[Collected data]
◇ ◇ ◇ ◇ ◇

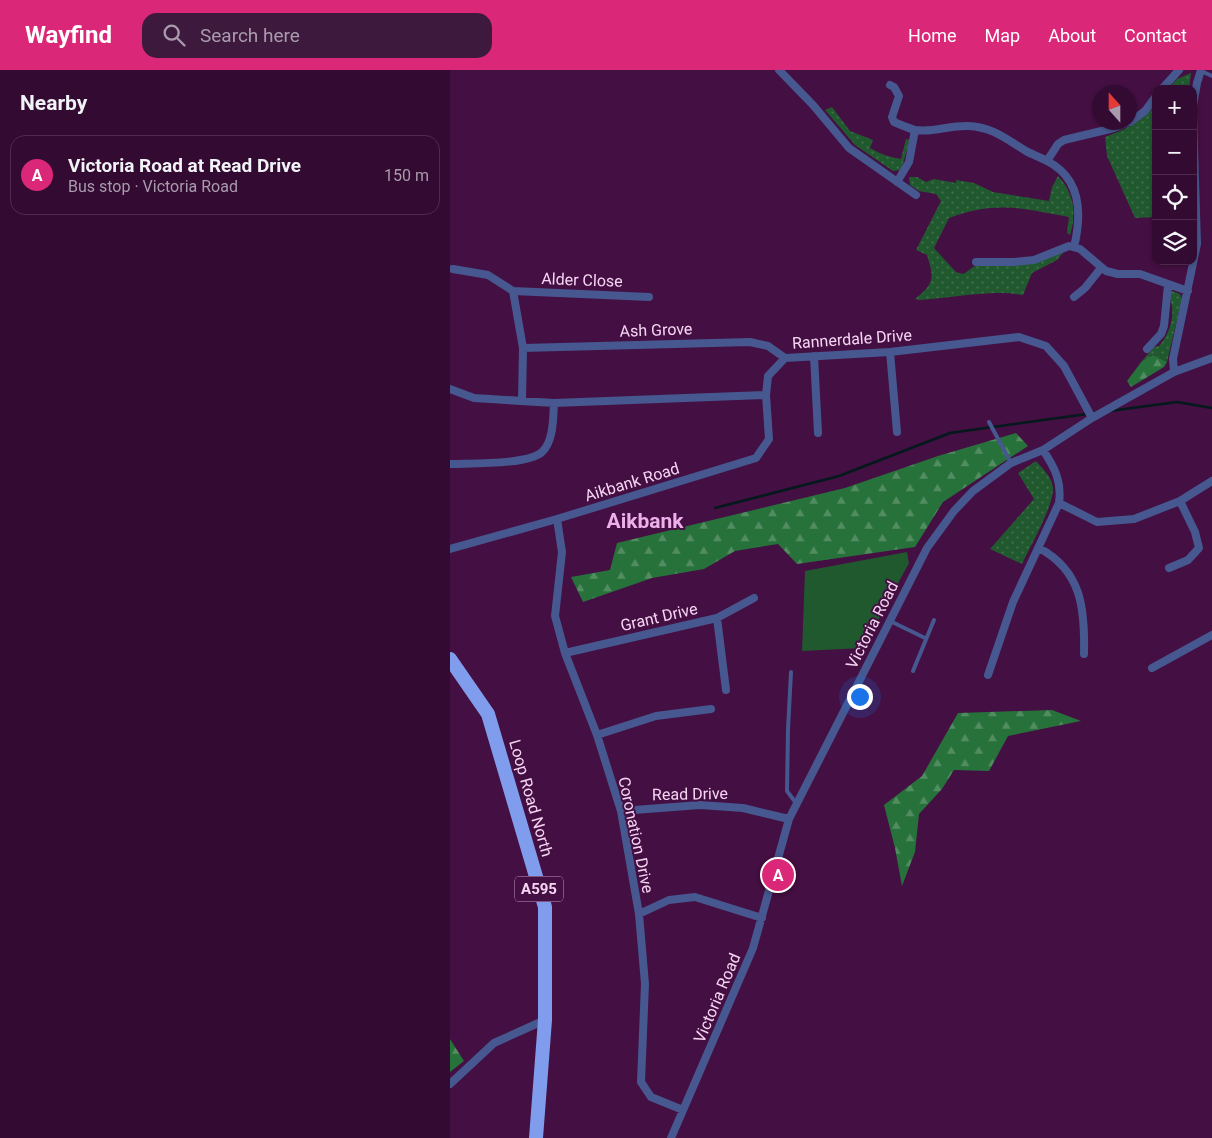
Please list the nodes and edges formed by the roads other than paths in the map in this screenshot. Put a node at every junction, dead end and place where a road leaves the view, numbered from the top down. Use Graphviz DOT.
graph roads {
  1 [pos="779,70"];
  2 [pos="1179,70"];
  3 [pos="1201,71"];
  4 [pos="1212,76"];
  5 [pos="890,85"];
  6 [pos="1166,85"];
  7 [pos="1197,88"];
  8 [pos="1152,101"];
  9 [pos="1137,116"];
  10 [pos="915,130"];
  11 [pos="1106,130"];
  12 [pos="1193,130"];
  13 [pos="1048,161"];
  14 [pos="897,182"];
  15 [pos="916,195"];
  16 [pos="1074,247"];
  17 [pos="976,262"];
  18 [pos="1101,268"];
  19 [pos="453,269"];
  20 [pos="1168,286"];
  21 [pos="513,291"];
  22 [pos="1188,291"];
  23 [pos="649,297"];
  24 [pos="1074,297"];
  25 [pos="523,348"];
  26 [pos="1147,349"];
  27 [pos="890,352"];
  28 [pos="814,356"];
  29 [pos="785,358"];
  30 [pos="1212,358"];
  31 [pos="1174,372"];
  32 [pos="450,389"];
  33 [pos="766,395"];
  34 [pos="522,401"];
  35 [pos="554,403"];
  36 [pos="1092,418"];
  37 [pos="989,422"];
  38 [pos="897,432"];
  39 [pos="818,433"];
  40 [pos="1043,450"];
  41 [pos="1011,463"];
  42 [pos="450,464"];
  43 [pos="1212,481"];
  44 [pos="1180,501"];
  45 [pos="1059,504"];
  46 [pos="557,519"];
  47 [pos="1039,548"];
  48 [pos="450,549"];
  49 [pos="1169,568"];
  50 [pos="754,598"];
  51 [pos="716,618"];
  52 [pos="934,620"];
  53 [pos="890,621"];
  54 [pos="1212,635"];
  55 [pos="925,638"];
  56 [pos="565,653"];
  57 [pos="1084,654"];
  58 [pos="450,659"];
  59 [pos="1152,668"];
  60 [pos="913,671"];
  61 [pos="792,672"];
  62 [pos="988,675"];
  63 [pos="726,690"];
  64 [pos="711,709"];
  65 [pos="597,735"];
  66 [pos="796,803"];
  67 [pos="621,811"];
  68 [pos="789,819"];
  69 [pos="639,914"];
  70 [pos="762,918"];
  71 [pos="545,1020"];
  72 [pos="450,1084"];
  73 [pos="683,1110"];
  74 [pos="536,1138"];
  75 [pos="671,1138"];
  1 -- 14 [label="street"];
  2 -- 6 [label="street"];
  3 -- 4 [label="lane"];
  3 -- 7 [label="street"];
  5 -- 10 [label="street"];
  8 -- 9 [label="street"];
  10 -- 13 [label="street"];
  10 -- 14 [label="street"];
  11 -- 13 [label="street"];
  12 -- 22 [label="street"];
  13 -- 16 [label="street"];
  14 -- 15 [label="street"];
  16 -- 17 [label="street"];
  16 -- 18 [label="street"];
  18 -- 20 [label="street"];
  18 -- 24 [label="street"];
  19 -- 21 [label="street"];
  20 -- 22 [label="street"];
  20 -- 26 [label="street"];
  21 -- 23 [label="street, Alder Close"];
  21 -- 25 [label="street"];
  22 -- 31 [label="street"];
  25 -- 29 [label="street, Ash Grove"];
  25 -- 34 [label="street"];
  27 -- 28 [label="street, Rannerdale Drive"];
  27 -- 36 [label="street, Rannerdale Drive"];
  27 -- 38 [label="street"];
  28 -- 29 [label="street, Rannerdale Drive"];
  28 -- 39 [label="street"];
  29 -- 33 [label="street, Rannerdale Drive"];
  30 -- 31 [label="street, Victoria Road"];
  31 -- 36 [label="street, Victoria Road"];
  32 -- 34 [label="street"];
  33 -- 35 [label="street"];
  33 -- 46 [label="street, Aikbank Road"];
  34 -- 35 [label="street"];
  35 -- 42 [label="street"];
  36 -- 40 [label="street, Victoria Road"];
  37 -- 41 [label="lane"];
  40 -- 41 [label="street, Victoria Road"];
  40 -- 45 [label="street"];
  41 -- 53 [label="street, Victoria Road"];
  43 -- 44 [label="street"];
  44 -- 45 [label="street"];
  44 -- 49 [label="street"];
  45 -- 47 [label="street"];
  46 -- 48 [label="street, Aikbank Road"];
  46 -- 56 [label="street, Coronation Drive"];
  47 -- 57 [label="street"];
  47 -- 62 [label="street"];
  50 -- 51 [label="street, Grant Drive"];
  51 -- 56 [label="street, Grant Drive"];
  51 -- 63 [label="street"];
  52 -- 55 [label="lane"];
  53 -- 55 [label="lane"];
  53 -- 66 [label="street, Victoria Road"];
  54 -- 59 [label="street"];
  55 -- 60 [label="lane"];
  56 -- 65 [label="street, Coronation Drive"];
  58 -- 71 [label="highway, Loop Road North / A595"];
  61 -- 66 [label="lane"];
  64 -- 65 [label="street"];
  65 -- 67 [label="street, Coronation Drive"];
  66 -- 68 [label="street, Victoria Road"];
  67 -- 68 [label="street, Read Drive"];
  67 -- 69 [label="street, Coronation Drive"];
  68 -- 70 [label="street, Victoria Road"];
  69 -- 70 [label="street"];
  69 -- 73 [label="street, Coronation Drive"];
  70 -- 73 [label="street, Victoria Road"];
  71 -- 72 [label="street"];
  71 -- 74 [label="highway, Loop Road North / A595"];
  73 -- 75 [label="street, Victoria Road"];
}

◇ ◇ ◇ ◇ ◇

Produce a verbatim copy of all records, minus pictures.

Please list the nodes and edges formed by the roads other than paths in the map in this screenshot. Put a node at every junction, dead end and place where a road leaves the view, numbered from the top down. Use Graphviz DOT.
graph roads {
  1 [pos="779,70"];
  2 [pos="1179,70"];
  3 [pos="1201,71"];
  4 [pos="1212,76"];
  5 [pos="890,85"];
  6 [pos="1166,85"];
  7 [pos="1197,88"];
  8 [pos="1152,101"];
  9 [pos="1137,116"];
  10 [pos="915,130"];
  11 [pos="1106,130"];
  12 [pos="1193,130"];
  13 [pos="1048,161"];
  14 [pos="897,182"];
  15 [pos="916,195"];
  16 [pos="1074,247"];
  17 [pos="976,262"];
  18 [pos="1101,268"];
  19 [pos="453,269"];
  20 [pos="1168,286"];
  21 [pos="513,291"];
  22 [pos="1188,291"];
  23 [pos="649,297"];
  24 [pos="1074,297"];
  25 [pos="523,348"];
  26 [pos="1147,349"];
  27 [pos="890,352"];
  28 [pos="814,356"];
  29 [pos="785,358"];
  30 [pos="1212,358"];
  31 [pos="1174,372"];
  32 [pos="450,389"];
  33 [pos="766,395"];
  34 [pos="522,401"];
  35 [pos="554,403"];
  36 [pos="1092,418"];
  37 [pos="989,422"];
  38 [pos="897,432"];
  39 [pos="818,433"];
  40 [pos="1043,450"];
  41 [pos="1011,463"];
  42 [pos="450,464"];
  43 [pos="1212,481"];
  44 [pos="1180,501"];
  45 [pos="1059,504"];
  46 [pos="557,519"];
  47 [pos="1039,548"];
  48 [pos="450,549"];
  49 [pos="1169,568"];
  50 [pos="754,598"];
  51 [pos="716,618"];
  52 [pos="934,620"];
  53 [pos="890,621"];
  54 [pos="1212,635"];
  55 [pos="925,638"];
  56 [pos="565,653"];
  57 [pos="1084,654"];
  58 [pos="450,659"];
  59 [pos="1152,668"];
  60 [pos="913,671"];
  61 [pos="792,672"];
  62 [pos="988,675"];
  63 [pos="726,690"];
  64 [pos="711,709"];
  65 [pos="597,735"];
  66 [pos="796,803"];
  67 [pos="621,811"];
  68 [pos="789,819"];
  69 [pos="639,914"];
  70 [pos="762,918"];
  71 [pos="545,1020"];
  72 [pos="450,1084"];
  73 [pos="683,1110"];
  74 [pos="536,1138"];
  75 [pos="671,1138"];
  1 -- 14 [label="street"];
  2 -- 6 [label="street"];
  3 -- 4 [label="lane"];
  3 -- 7 [label="street"];
  5 -- 10 [label="street"];
  8 -- 9 [label="street"];
  10 -- 13 [label="street"];
  10 -- 14 [label="street"];
  11 -- 13 [label="street"];
  12 -- 22 [label="street"];
  13 -- 16 [label="street"];
  14 -- 15 [label="street"];
  16 -- 17 [label="street"];
  16 -- 18 [label="street"];
  18 -- 20 [label="street"];
  18 -- 24 [label="street"];
  19 -- 21 [label="street"];
  20 -- 22 [label="street"];
  20 -- 26 [label="street"];
  21 -- 23 [label="street, Alder Close"];
  21 -- 25 [label="street"];
  22 -- 31 [label="street"];
  25 -- 29 [label="street, Ash Grove"];
  25 -- 34 [label="street"];
  27 -- 28 [label="street, Rannerdale Drive"];
  27 -- 36 [label="street, Rannerdale Drive"];
  27 -- 38 [label="street"];
  28 -- 29 [label="street, Rannerdale Drive"];
  28 -- 39 [label="street"];
  29 -- 33 [label="street, Rannerdale Drive"];
  30 -- 31 [label="street, Victoria Road"];
  31 -- 36 [label="street, Victoria Road"];
  32 -- 34 [label="street"];
  33 -- 35 [label="street"];
  33 -- 46 [label="street, Aikbank Road"];
  34 -- 35 [label="street"];
  35 -- 42 [label="street"];
  36 -- 40 [label="street, Victoria Road"];
  37 -- 41 [label="lane"];
  40 -- 41 [label="street, Victoria Road"];
  40 -- 45 [label="street"];
  41 -- 53 [label="street, Victoria Road"];
  43 -- 44 [label="street"];
  44 -- 45 [label="street"];
  44 -- 49 [label="street"];
  45 -- 47 [label="street"];
  46 -- 48 [label="street, Aikbank Road"];
  46 -- 56 [label="street, Coronation Drive"];
  47 -- 57 [label="street"];
  47 -- 62 [label="street"];
  50 -- 51 [label="street, Grant Drive"];
  51 -- 56 [label="street, Grant Drive"];
  51 -- 63 [label="street"];
  52 -- 55 [label="lane"];
  53 -- 55 [label="lane"];
  53 -- 66 [label="street, Victoria Road"];
  54 -- 59 [label="street"];
  55 -- 60 [label="lane"];
  56 -- 65 [label="street, Coronation Drive"];
  58 -- 71 [label="highway, Loop Road North / A595"];
  61 -- 66 [label="lane"];
  64 -- 65 [label="street"];
  65 -- 67 [label="street, Coronation Drive"];
  66 -- 68 [label="street, Victoria Road"];
  67 -- 68 [label="street, Read Drive"];
  67 -- 69 [label="street, Coronation Drive"];
  68 -- 70 [label="street, Victoria Road"];
  69 -- 70 [label="street"];
  69 -- 73 [label="street, Coronation Drive"];
  70 -- 73 [label="street, Victoria Road"];
  71 -- 72 [label="street"];
  71 -- 74 [label="highway, Loop Road North / A595"];
  73 -- 75 [label="street, Victoria Road"];
}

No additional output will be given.